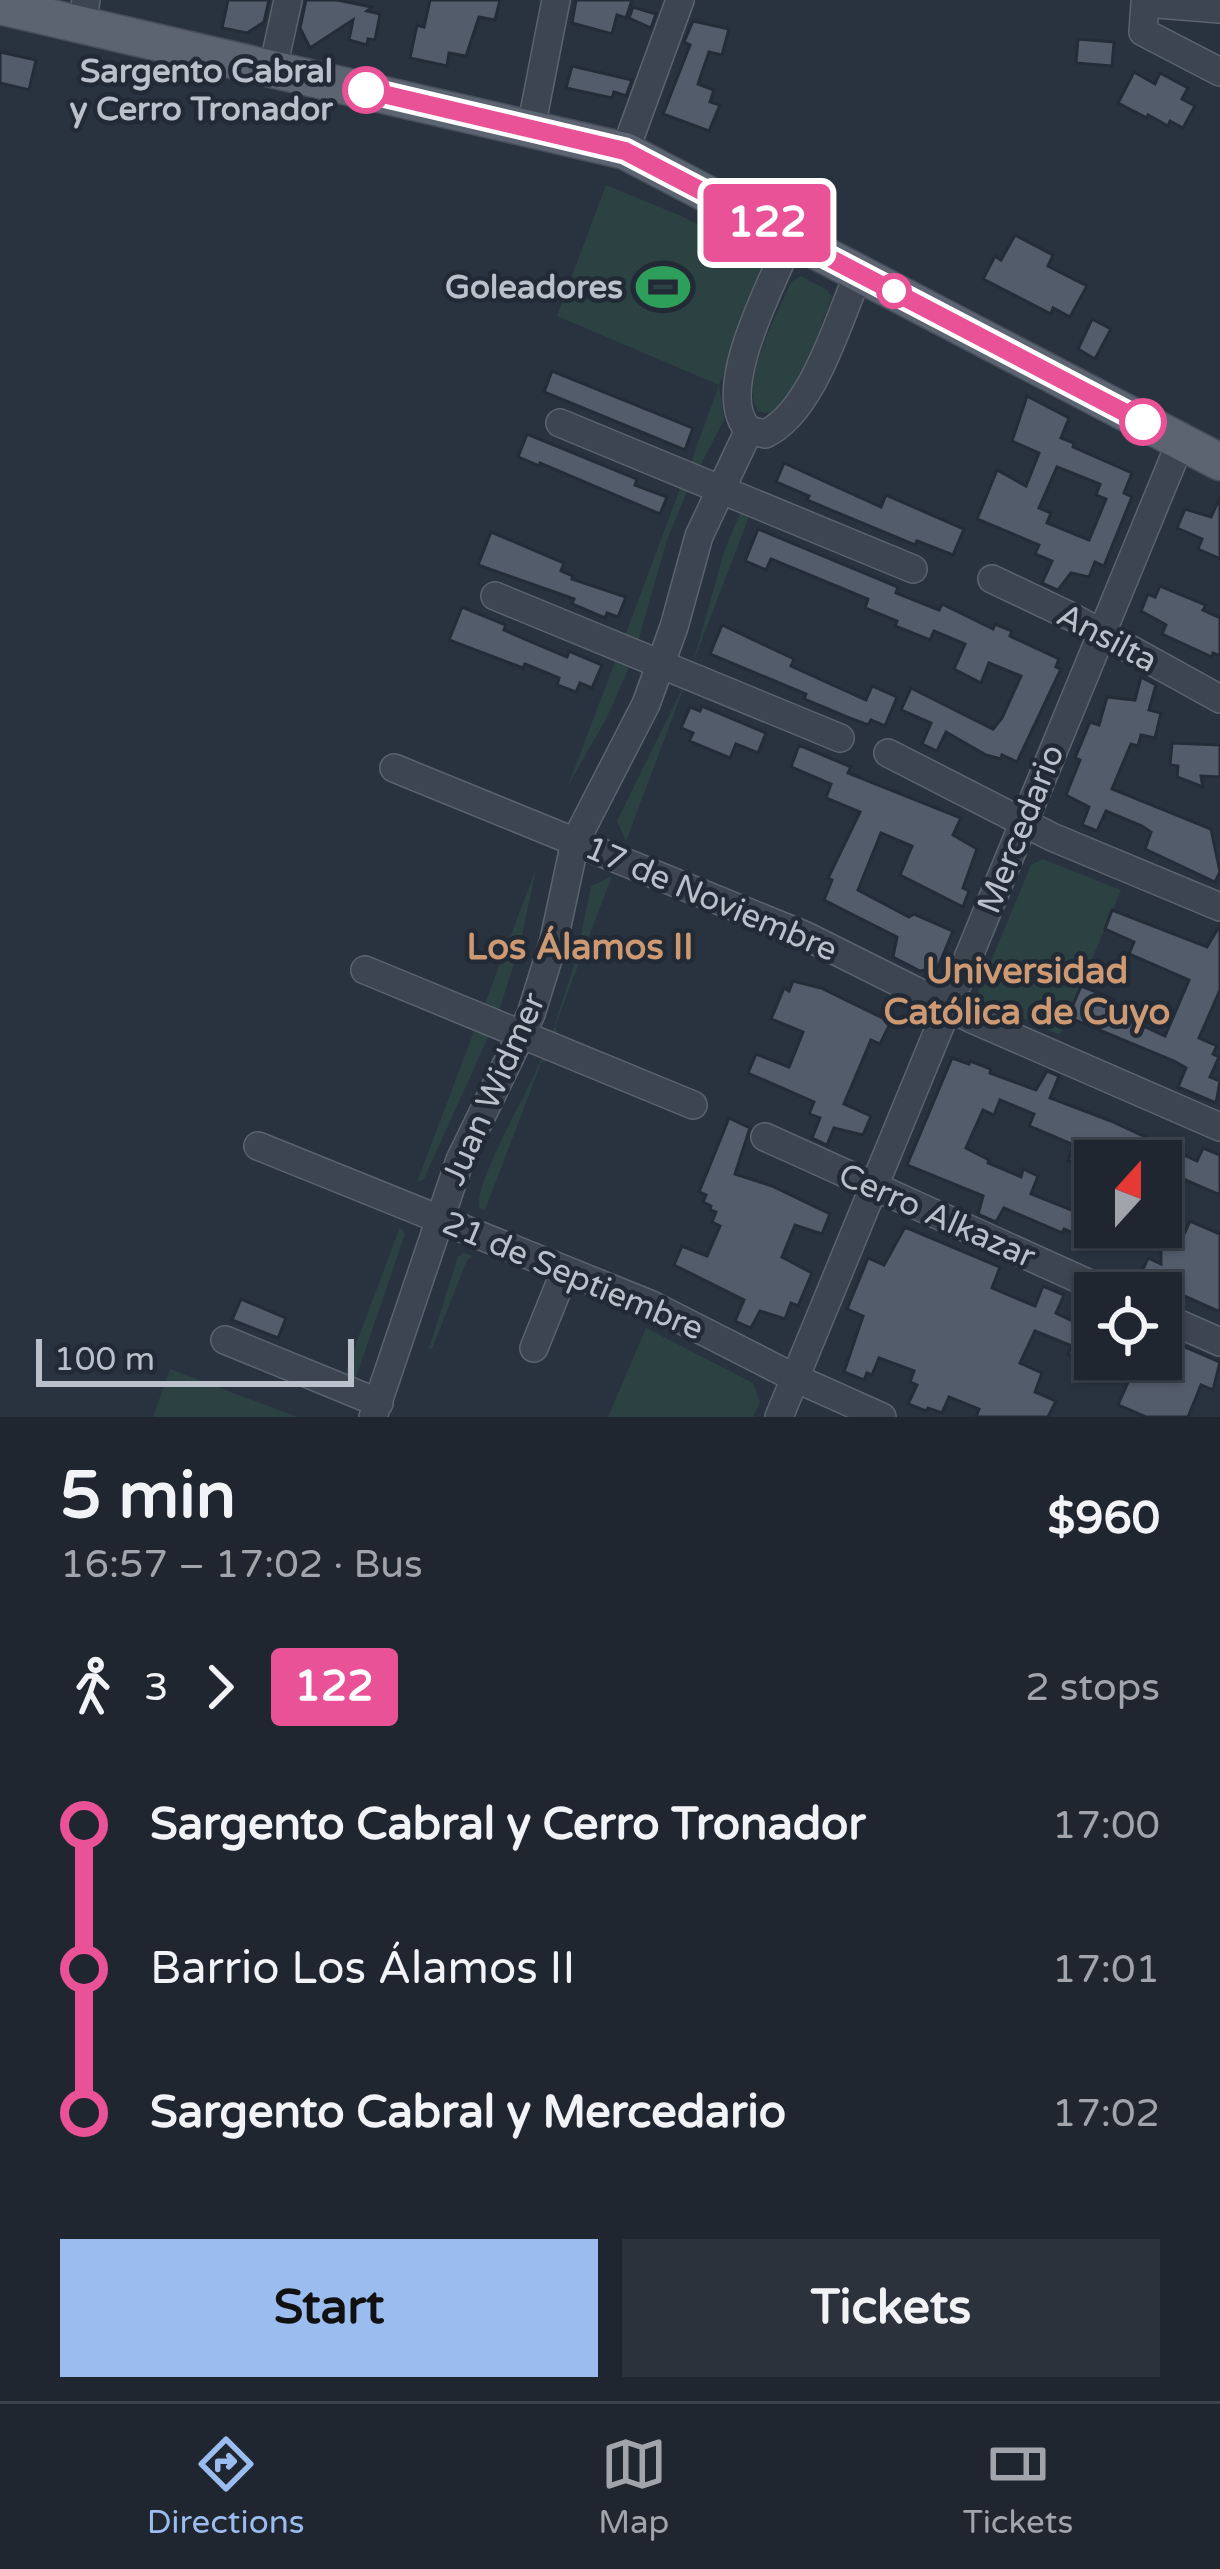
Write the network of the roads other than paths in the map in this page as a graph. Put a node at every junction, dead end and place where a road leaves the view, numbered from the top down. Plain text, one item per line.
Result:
1 (288, 0) edge
2 (556, 0) edge
3 (680, 0) edge
4 (1144, 3) edge
5 (0, 6) edge
6 (1220, 9) edge
7 (84, 12) edge
8 (273, 68) junction
9 (1220, 72) edge
10 (531, 128) junction
11 (625, 151) junction
12 (792, 236) junction
13 (859, 273) junction
14 (560, 423) dead end
15 (750, 424) junction
16 (1180, 441) junction
17 (1220, 462) edge
18 (720, 489) junction
19 (913, 569) dead end
20 (992, 579) dead end
21 (495, 596) dead end
22 (1101, 634) junction
23 (661, 664) junction
24 (1220, 699) edge
25 (840, 738) dead end
26 (888, 753) dead end
27 (394, 768) dead end
28 (1024, 821) junction
29 (575, 842) junction
30 (1220, 907) edge
31 (365, 970) dead end
32 (947, 1007) junction
33 (522, 1035) junction
34 (693, 1105) dead end
35 (1220, 1127) edge
36 (765, 1137) dead end
37 (259, 1146) dead end
38 (872, 1189) junction
39 (439, 1218) junction
40 (565, 1270) junction
41 (1074, 1277) edge
42 (1182, 1325) edge
43 (225, 1340) dead end
44 (1220, 1342) edge
45 (534, 1348) dead end
46 (795, 1378) junction
47 (376, 1410) edge
48 (778, 1417) edge
49 (882, 1417) edge

1 - 8 street
2 - 10 street
3 - 11 street
4 - 6 street
4 - 9 street
5 - 7 main road
7 - 8 main road
8 - 10 main road
10 - 11 main road
11 - 12 main road
12 - 13 main road
12 - 15 street, Juan Widmer
13 - 15 street, Juan Widmer
13 - 16 main road
14 - 18 street
15 - 18 street, Juan Widmer
16 - 17 main road
16 - 22 street, Mercedario
18 - 19 street
18 - 23 street, Juan Widmer
20 - 22 street, Ansilta
21 - 23 street
22 - 24 street, Ansilta
22 - 28 street, Mercedario
23 - 25 street
23 - 29 street, Juan Widmer
26 - 28 street
27 - 29 street, 17 de Noviembre
28 - 30 street
28 - 32 street, Mercedario
29 - 32 street, 17 de Noviembre
29 - 33 street, Juan Widmer
31 - 33 street
32 - 35 street, 17 de Noviembre
32 - 38 street, Mercedario
33 - 34 street
33 - 39 street, Juan Widmer
36 - 38 street, Cerro Alkazar
37 - 39 street, 21 de Septiembre
38 - 41 street, Cerro Alkazar
38 - 46 street, Mercedario
39 - 40 street, 21 de Septiembre
39 - 47 street, Juan Widmer
40 - 45 street
40 - 46 street, 21 de Septiembre
42 - 44 street
43 - 47 street
46 - 48 street, Mercedario
46 - 49 street, 21 de Septiembre

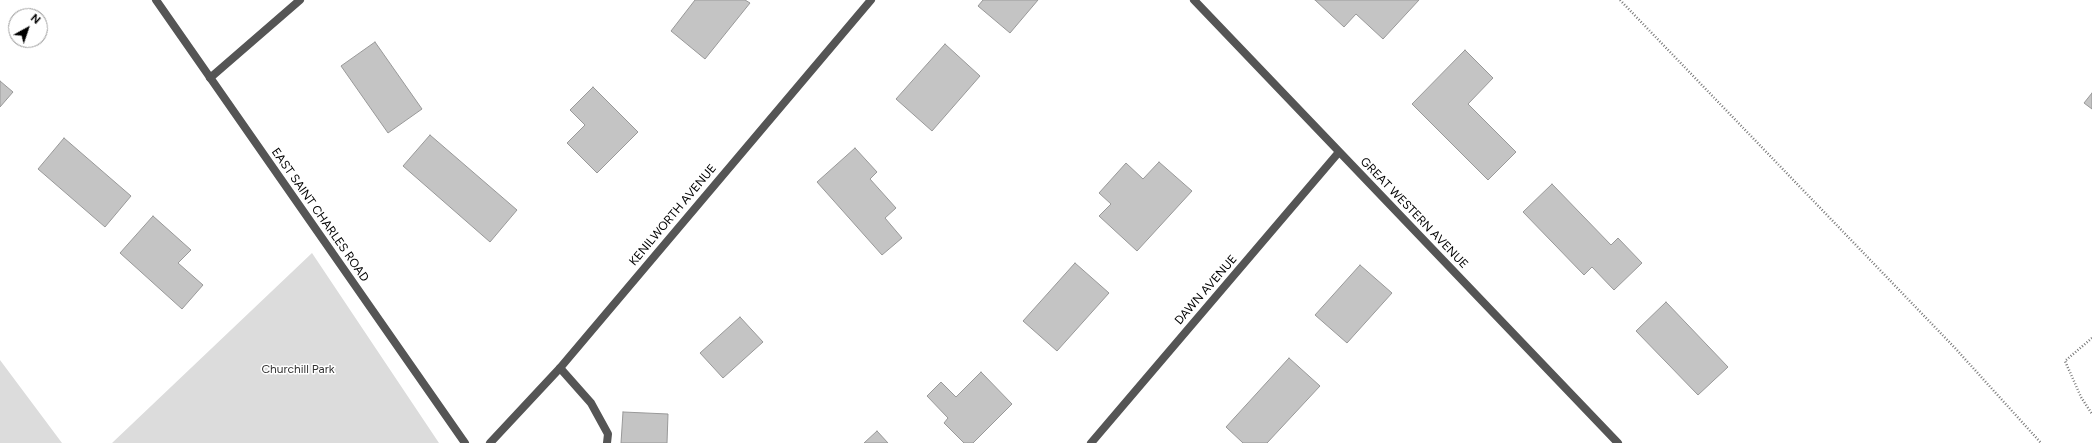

TRY IT
A word-for-word copy of the entries above is what is needed, without any images.

RESPONSE AREA
Write the network of the roads other than paths in the map in this page as a graph. Put a node at every junction, dead end and place where a road leaves the view, numbered from the top down. Plain text, one item per line.
Result:
1 (288, 0) edge
2 (556, 0) edge
3 (680, 0) edge
4 (1144, 3) edge
5 (0, 6) edge
6 (1220, 9) edge
7 (84, 12) edge
8 (273, 68) junction
9 (1220, 72) edge
10 (531, 128) junction
11 (625, 151) junction
12 (792, 236) junction
13 (859, 273) junction
14 (560, 423) dead end
15 (750, 424) junction
16 (1180, 441) junction
17 (1220, 462) edge
18 (720, 489) junction
19 (913, 569) dead end
20 (992, 579) dead end
21 (495, 596) dead end
22 (1101, 634) junction
23 (661, 664) junction
24 (1220, 699) edge
25 (840, 738) dead end
26 (888, 753) dead end
27 (394, 768) dead end
28 (1024, 821) junction
29 (575, 842) junction
30 (1220, 907) edge
31 (365, 970) dead end
32 (947, 1007) junction
33 (522, 1035) junction
34 (693, 1105) dead end
35 (1220, 1127) edge
36 (765, 1137) dead end
37 (259, 1146) dead end
38 (872, 1189) junction
39 (439, 1218) junction
40 (565, 1270) junction
41 (1074, 1277) edge
42 (1182, 1325) edge
43 (225, 1340) dead end
44 (1220, 1342) edge
45 (534, 1348) dead end
46 (795, 1378) junction
47 (376, 1410) edge
48 (778, 1417) edge
49 (882, 1417) edge

1 - 8 street
2 - 10 street
3 - 11 street
4 - 6 street
4 - 9 street
5 - 7 main road
7 - 8 main road
8 - 10 main road
10 - 11 main road
11 - 12 main road
12 - 13 main road
12 - 15 street, Juan Widmer
13 - 15 street, Juan Widmer
13 - 16 main road
14 - 18 street
15 - 18 street, Juan Widmer
16 - 17 main road
16 - 22 street, Mercedario
18 - 19 street
18 - 23 street, Juan Widmer
20 - 22 street, Ansilta
21 - 23 street
22 - 24 street, Ansilta
22 - 28 street, Mercedario
23 - 25 street
23 - 29 street, Juan Widmer
26 - 28 street
27 - 29 street, 17 de Noviembre
28 - 30 street
28 - 32 street, Mercedario
29 - 32 street, 17 de Noviembre
29 - 33 street, Juan Widmer
31 - 33 street
32 - 35 street, 17 de Noviembre
32 - 38 street, Mercedario
33 - 34 street
33 - 39 street, Juan Widmer
36 - 38 street, Cerro Alkazar
37 - 39 street, 21 de Septiembre
38 - 41 street, Cerro Alkazar
38 - 46 street, Mercedario
39 - 40 street, 21 de Septiembre
39 - 47 street, Juan Widmer
40 - 45 street
40 - 46 street, 21 de Septiembre
42 - 44 street
43 - 47 street
46 - 48 street, Mercedario
46 - 49 street, 21 de Septiembre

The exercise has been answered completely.